[image-1]A draft of proposed changes in regulations for licensed abortion clinics in South Carolina would have required some women seeking abortions to obtain consent from their husbands and require them to undergo additional testing for sexually transmitted diseases. But according to a spokesperson for the state’s Department of Health and Environmental Control, errors were found in the language of the drafted revisions, which the agency plans to update following comments received during the current public comment period.
A proposed change to require a husband’s consent for women receiving an abortion was included in error, as was language regarding testing for sexually transmitted diseases, which were meant to be carried forward as recommendations, not requirements, according to Jennifer Read, chief communications officer with DHEC.

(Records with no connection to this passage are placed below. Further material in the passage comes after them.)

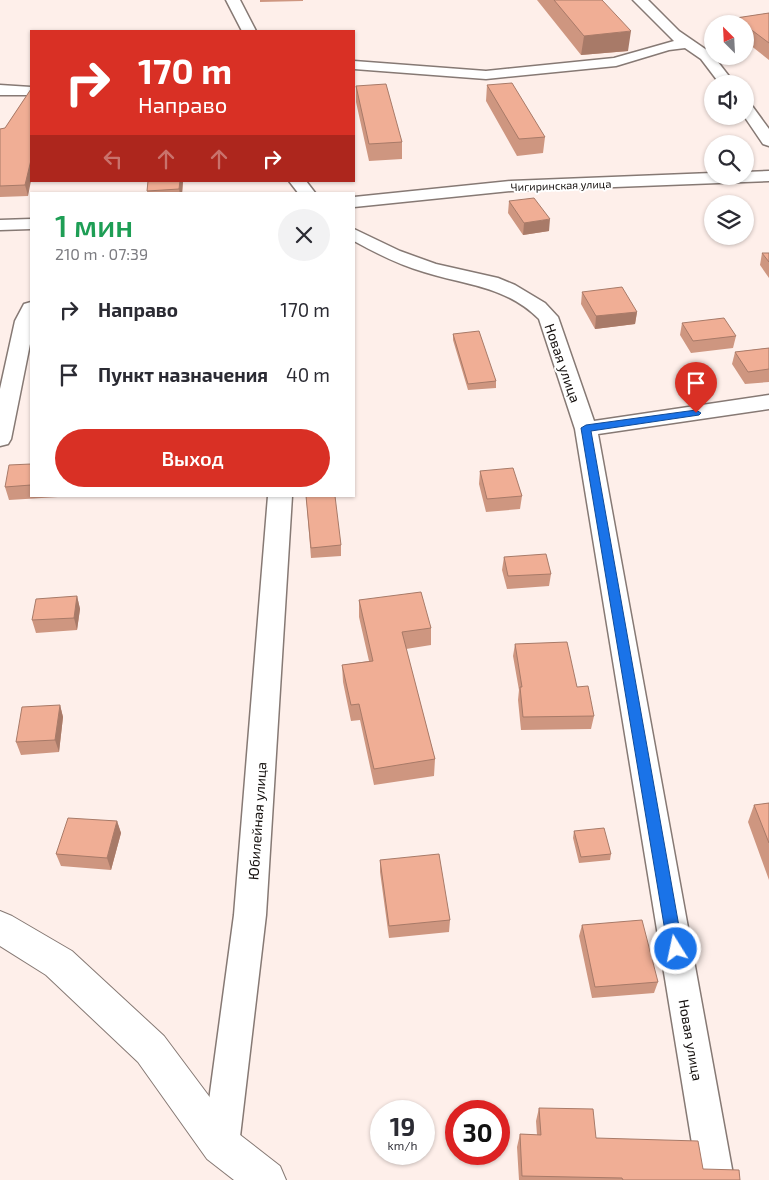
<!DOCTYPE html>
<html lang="ru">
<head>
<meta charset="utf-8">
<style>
	body { margin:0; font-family:"Exo 2",sans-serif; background:#f2f2f3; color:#2b2b33; height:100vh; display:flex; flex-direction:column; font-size:19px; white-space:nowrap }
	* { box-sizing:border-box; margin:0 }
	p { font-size:16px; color:#7c7c81 }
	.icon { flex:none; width:28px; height:28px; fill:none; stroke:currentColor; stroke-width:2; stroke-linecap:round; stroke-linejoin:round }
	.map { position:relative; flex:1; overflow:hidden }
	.sheet { position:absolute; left:30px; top:192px; width:325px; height:305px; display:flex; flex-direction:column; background:#fff; border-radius:0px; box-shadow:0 1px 4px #0004 }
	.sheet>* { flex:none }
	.guide { position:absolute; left:30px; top:30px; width:325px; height:152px; border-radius:0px; box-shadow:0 1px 4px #0004; background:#d93025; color:#fff; overflow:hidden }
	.needle { width:32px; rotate:336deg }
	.fabs { position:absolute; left:704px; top:15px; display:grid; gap:10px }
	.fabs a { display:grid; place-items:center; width:50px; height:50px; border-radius:50%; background:#fff; box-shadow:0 1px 4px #0004; font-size:25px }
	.speed { position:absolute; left:370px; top:1100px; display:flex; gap:10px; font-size:25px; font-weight:700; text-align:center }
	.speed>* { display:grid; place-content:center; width:65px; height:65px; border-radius:50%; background:#fff; box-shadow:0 1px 4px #0004; line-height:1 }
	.speed small { font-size:12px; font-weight:400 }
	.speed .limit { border:8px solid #d22; background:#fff; color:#111 }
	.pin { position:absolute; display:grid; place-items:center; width:42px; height:42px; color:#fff; margin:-51px -21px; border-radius:50% 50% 50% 0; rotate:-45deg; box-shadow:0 0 5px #0007 }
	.pin .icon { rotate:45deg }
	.me { position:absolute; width:55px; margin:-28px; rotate:350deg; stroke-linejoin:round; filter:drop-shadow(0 0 4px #0008) }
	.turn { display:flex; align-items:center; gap:18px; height:105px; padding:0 25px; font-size:22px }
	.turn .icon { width:65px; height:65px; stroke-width:2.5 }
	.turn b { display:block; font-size:35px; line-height:42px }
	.lanes { display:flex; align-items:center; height:48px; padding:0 25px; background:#0003; justify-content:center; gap:25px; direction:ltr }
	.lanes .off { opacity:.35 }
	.round { display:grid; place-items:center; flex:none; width:52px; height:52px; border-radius:26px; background:#f2f2f3 }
	.summary { display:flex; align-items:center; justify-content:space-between; height:85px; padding:0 25px }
	h1 { font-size:30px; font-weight:600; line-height:38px; color:#1e9e55 }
	.button { display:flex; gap:10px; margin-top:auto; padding:10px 25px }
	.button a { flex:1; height:58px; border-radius:30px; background:#d93025; color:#fff; font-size:20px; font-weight:600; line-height:58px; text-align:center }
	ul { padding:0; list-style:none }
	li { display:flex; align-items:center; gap:15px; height:65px; padding:0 25px }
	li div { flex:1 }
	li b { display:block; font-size:19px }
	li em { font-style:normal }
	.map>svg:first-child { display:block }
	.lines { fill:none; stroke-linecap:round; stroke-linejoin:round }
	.minor-casing { stroke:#867974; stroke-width:3 }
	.tertiary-casing { stroke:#867974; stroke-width:2 }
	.minor { fill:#fff; fill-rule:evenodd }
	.tertiary { fill:#fff; fill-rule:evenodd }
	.wall { fill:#ce9680 }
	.shaded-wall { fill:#a87a68 }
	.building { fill:#f0ae95; stroke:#a87a68 }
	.route { fill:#1a73e8; stroke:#114b97 }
	.labels { text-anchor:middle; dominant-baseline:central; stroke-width:4; stroke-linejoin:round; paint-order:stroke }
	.far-street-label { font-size:11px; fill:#15100e; stroke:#fff }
	.street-label { font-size:14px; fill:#15100e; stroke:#fff }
</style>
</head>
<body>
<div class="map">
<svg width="769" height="1180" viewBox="0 0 769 1180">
	<rect width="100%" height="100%" fill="#feefea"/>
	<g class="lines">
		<defs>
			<path id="minor" d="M 226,0 L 240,0 L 256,31 L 242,31 Z
				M 633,0 L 648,0 L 679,31 L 711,53 L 735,84 L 720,84 L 701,59 L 685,48 L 669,50 L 616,66 L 486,79 L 354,69 L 354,61 L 486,71 L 614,58 L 674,41 Z
				M 0,85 L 31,87 L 31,95 L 0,95 Z
				M 745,101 L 750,103 L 769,129 L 769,146 L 763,144 L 744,116 Z
				M 769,171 L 769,181 L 511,191 L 354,207 L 354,197 L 511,181 L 712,173 L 712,176 L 745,176 L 745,172 Z
				M 289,181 L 306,181 L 316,194 L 299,194 Z
				M 31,219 L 31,229 L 0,230 L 0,220 Z
				M 354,229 L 400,251 L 436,264 L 498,278 L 515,285 L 545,303 L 558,317 L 594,421 L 769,395 L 769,409 L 598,434 L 734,1180 L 698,1180 L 575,429 L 539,319 C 506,286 465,285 424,272 C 399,265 376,253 354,241 Z
				M 31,302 L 31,339 L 11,439 L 8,444 L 0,446 L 0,389 L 15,321 L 24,304 Z
				M 268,496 L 292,496 L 266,915 L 239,1145 L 234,1158 L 221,1163 L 208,1158 L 203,1145 L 234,915 Z"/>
			<path id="tertiary" d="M 0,911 L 12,916 L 72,951 L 164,1036 L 235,1131 L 280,1166 L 286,1180 L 234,1180 L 207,1159 L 138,1062 L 46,975 L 0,946 Z"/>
		</defs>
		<use href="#minor" class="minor-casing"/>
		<use href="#tertiary" class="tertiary-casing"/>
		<use href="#minor" class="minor"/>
		<use href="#tertiary" class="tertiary"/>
	</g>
	<path class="wall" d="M 260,0 L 303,0 L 303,1 L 260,2 Z
		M 537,0 L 602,0 L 628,51 L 581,55 Z
		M 769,13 L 769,60 L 745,41 L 745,24 L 734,24 L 736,18 Z
		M 487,85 L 545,137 L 543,153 L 517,156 L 486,101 Z
		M 356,86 L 402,142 L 402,159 L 369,161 L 356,102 Z
		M 31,89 L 28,196 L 0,197 L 0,129 L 5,128 Z
		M 148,181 L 183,181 L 182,194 L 147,194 Z
		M 509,201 L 549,231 L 523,235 L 508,213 Z
		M 762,253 L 769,253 L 769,278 L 760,265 Z
		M 582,292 L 637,312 L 635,324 L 595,329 L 581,304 Z
		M 682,323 L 736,336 L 733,348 L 691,353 L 680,335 Z
		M 453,334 L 496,381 L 496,388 L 468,390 L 453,340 Z
		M 769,348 L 769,382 L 745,384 L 732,364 L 735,352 Z
		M 31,464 L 31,496 L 58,497 L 9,500 L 5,487 Z
		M 480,471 L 522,496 L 520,509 L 486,512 L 479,484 Z
		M 306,496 L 341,545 L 341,556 L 311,558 Z
		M 504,557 L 551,574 L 549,586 L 507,589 L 502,570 Z
		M 77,596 L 80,609 L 77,630 L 36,633 L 32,620 Z
		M 359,600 L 431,628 L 431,645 L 406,649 L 435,759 L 434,776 L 374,785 L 360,720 L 351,721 L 343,682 L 342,665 L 369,661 L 359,617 Z
		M 515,644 L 577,687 L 594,716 L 591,729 L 521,730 L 518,700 L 519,690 L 513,656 Z
		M 60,705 L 63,717 L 59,752 L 21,755 L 16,742 Z
		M 769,803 L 769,880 L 748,822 L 754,805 Z
		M 117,821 L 121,833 L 111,870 L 61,866 L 56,854 Z
		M 574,831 L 611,854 L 610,860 L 579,863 L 573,838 Z
		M 380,860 L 450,920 L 449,932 L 389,938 L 380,872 Z
		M 582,925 L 658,982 L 654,993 L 592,998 L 579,936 Z
		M 539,1108 L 596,1138 L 740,1180 L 519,1180 L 517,1147 L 520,1134 L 537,1135 L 536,1121 Z"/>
	<path class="shaded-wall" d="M 631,31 L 628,51 L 581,55 L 584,36 Z
		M 31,148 L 31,181 L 28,196 L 25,185 Z
		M 180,181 L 183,181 L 182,194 L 180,194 L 179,189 Z
		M 550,219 L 549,231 L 523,235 L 524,223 Z
		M 637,312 L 635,324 L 595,329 L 596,316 Z
		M 77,596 L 80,609 L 77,630 L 74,618 Z
		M 60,705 L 63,717 L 59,752 L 55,740 Z
		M 117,821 L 121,833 L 111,870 L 107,858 Z"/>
	<path class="building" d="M 554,0 L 602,0 L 631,31 L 584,36 Z
		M 769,13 L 769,43 L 745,25 L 745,24 L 743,24 L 736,18 Z
		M 512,83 L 545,137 L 519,139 L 487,85 Z
		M 386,84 L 402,142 L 369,144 L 356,86 Z
		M 31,89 L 31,160 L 25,185 L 0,186 L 0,129 L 5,128 Z
		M 148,181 L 180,181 L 179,189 L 147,191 Z
		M 534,198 L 550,219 L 524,223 L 509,201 Z
		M 762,253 L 769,253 L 769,262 Z
		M 622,287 L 637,312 L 596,316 L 582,292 Z
		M 724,318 L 736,336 L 693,341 L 682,323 Z
		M 479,331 L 496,381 L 468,384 L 453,334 Z
		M 769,348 L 769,369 L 748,372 L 735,352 Z
		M 31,464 L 31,485 L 5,487 L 9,465 Z
		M 513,468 L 522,496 L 487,499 L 480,471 Z
		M 306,496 L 335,496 L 341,545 L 311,548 Z
		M 546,554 L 551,574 L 508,576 L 504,557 Z
		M 421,592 L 431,628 L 402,632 L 435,759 L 374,769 L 359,704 L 351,705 L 342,665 L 373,661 L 359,600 Z
		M 77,596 L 74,618 L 32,620 L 36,599 Z
		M 567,642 L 577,687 L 588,686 L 594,716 L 523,717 L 520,687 L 522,687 L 515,644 Z
		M 60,705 L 55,740 L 16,742 L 22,707 Z
		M 769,803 L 769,843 L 754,805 Z
		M 68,818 L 117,821 L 107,858 L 56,854 Z
		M 604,828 L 611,854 L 581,857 L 574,831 Z
		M 439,854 L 450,920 L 389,926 L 380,860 Z
		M 642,920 L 658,982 L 595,987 L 582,925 Z
		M 539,1108 L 593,1109 L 596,1138 L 698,1141 L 703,1169 L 739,1170 L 740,1180 L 623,1180 L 622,1178 L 522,1176 L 520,1134 L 541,1135 Z"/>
	<path class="route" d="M 696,410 L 701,413 L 699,415 L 591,431 L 683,949 L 681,954 L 676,955 L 670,954 L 668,949 L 581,428 L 586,425 Z"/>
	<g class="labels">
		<g class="far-street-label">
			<text transform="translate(561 185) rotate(-2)">Чигиринская улица</text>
		</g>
		<g class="street-label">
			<text transform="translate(563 363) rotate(71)">Новая улица</text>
			<text transform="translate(257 821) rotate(-86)">Юбилейная улица</text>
			<text transform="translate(691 1040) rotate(80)">Новая улица</text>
		</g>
	</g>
</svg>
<div class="fabs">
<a><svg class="needle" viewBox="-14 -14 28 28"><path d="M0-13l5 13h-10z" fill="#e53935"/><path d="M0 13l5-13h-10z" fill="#7c7c81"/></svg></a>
<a><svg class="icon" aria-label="sound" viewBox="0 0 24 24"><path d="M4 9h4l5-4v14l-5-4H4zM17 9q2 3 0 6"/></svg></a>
<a><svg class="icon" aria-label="search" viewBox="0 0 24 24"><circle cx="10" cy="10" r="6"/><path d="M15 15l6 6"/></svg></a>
<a><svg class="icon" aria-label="layers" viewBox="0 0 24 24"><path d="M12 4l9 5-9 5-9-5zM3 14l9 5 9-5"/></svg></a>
</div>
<div class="speed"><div>19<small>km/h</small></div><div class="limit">30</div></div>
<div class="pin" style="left:696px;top:413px;background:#d93025"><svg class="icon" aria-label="arrive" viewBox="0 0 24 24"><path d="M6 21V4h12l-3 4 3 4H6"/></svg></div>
<svg class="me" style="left:676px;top:949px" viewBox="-20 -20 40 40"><circle r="17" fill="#1a73e8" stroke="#fff" stroke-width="3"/><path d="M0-11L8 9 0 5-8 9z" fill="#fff"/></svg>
<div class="guide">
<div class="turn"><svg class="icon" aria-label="right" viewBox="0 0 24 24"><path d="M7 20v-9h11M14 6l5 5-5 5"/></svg><div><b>170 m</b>Направо</div></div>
<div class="lanes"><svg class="icon off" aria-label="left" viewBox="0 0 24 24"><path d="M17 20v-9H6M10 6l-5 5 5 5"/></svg><svg class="icon off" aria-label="ahead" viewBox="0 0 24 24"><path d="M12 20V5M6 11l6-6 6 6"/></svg><svg class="icon off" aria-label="ahead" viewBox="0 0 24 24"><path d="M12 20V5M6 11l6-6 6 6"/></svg><svg class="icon" aria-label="right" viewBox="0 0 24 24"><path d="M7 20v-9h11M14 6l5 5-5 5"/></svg></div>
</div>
<section class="sheet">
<div class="summary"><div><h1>1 мин</h1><p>210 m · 07:39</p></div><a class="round"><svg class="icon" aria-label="close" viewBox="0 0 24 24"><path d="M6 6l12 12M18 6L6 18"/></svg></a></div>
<ul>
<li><svg class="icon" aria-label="right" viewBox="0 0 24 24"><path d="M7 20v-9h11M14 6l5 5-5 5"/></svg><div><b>Направо</b></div><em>170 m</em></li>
<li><svg class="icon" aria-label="arrive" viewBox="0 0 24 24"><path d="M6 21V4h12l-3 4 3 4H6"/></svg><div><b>Пункт назначения</b></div><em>40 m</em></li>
</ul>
<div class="button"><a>Выход</a></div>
</section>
</div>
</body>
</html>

“The proposed changes to the regulation were meant only to better conform to the recommendations by the S.C. House Legislative Audit Council and the S.C. House Legislative Oversight Committee, as well as to conform to recent statutory changes that were passed during the last legislative session,” wrote Read. “We apologize for any confusion or concern these errors may have caused and are correcting the language in the current draft, which will be reviewed again by stakeholders tomorrow.”
In the current draft of the first major update to regulations for clinics since 1996, DHEC requires abortion clinics to maintain at least one obstetrics and gynecology (OB/GYN) board-certified physician on staff who has admitting privileges at a local hospital with OB/GYN services or have a signed agreement with an OB/GYN board-certified physician to ensure his or her availability during all operating hours. According to DHEC’s proposal, any new regulations would require a legislative review.
Vicki Ringer, South Carolina director of public affairs for Planned Parenthood South Atlantic, argues that requiring physicians who perform abortions to be board-certified OB/GYNS simply reduces the number of physicians available for clinics and that other trained physicians, such as doctors of internal medicine, are capable of providing care for those seeking abortions.
According to Elizabeth Nash with the Guttmacher Institute, an organization that examines reproductive health issues and legislation, this requirement poses a problem for many clinics. As senior state issues associate with the institute, Nash says there are some states that require either the abortion provider have admitting privileges or requires the provider to have an agreement with a physician who does, but this regulation applies to OB/GYNs.
Nash calls the regulation another attempt to use admitting privileges to close clinic doors, writing, “In a sense, this requirement could be more burdensome because the provider with the admitting privileges must be an OB/GYN and there are fewer of them.”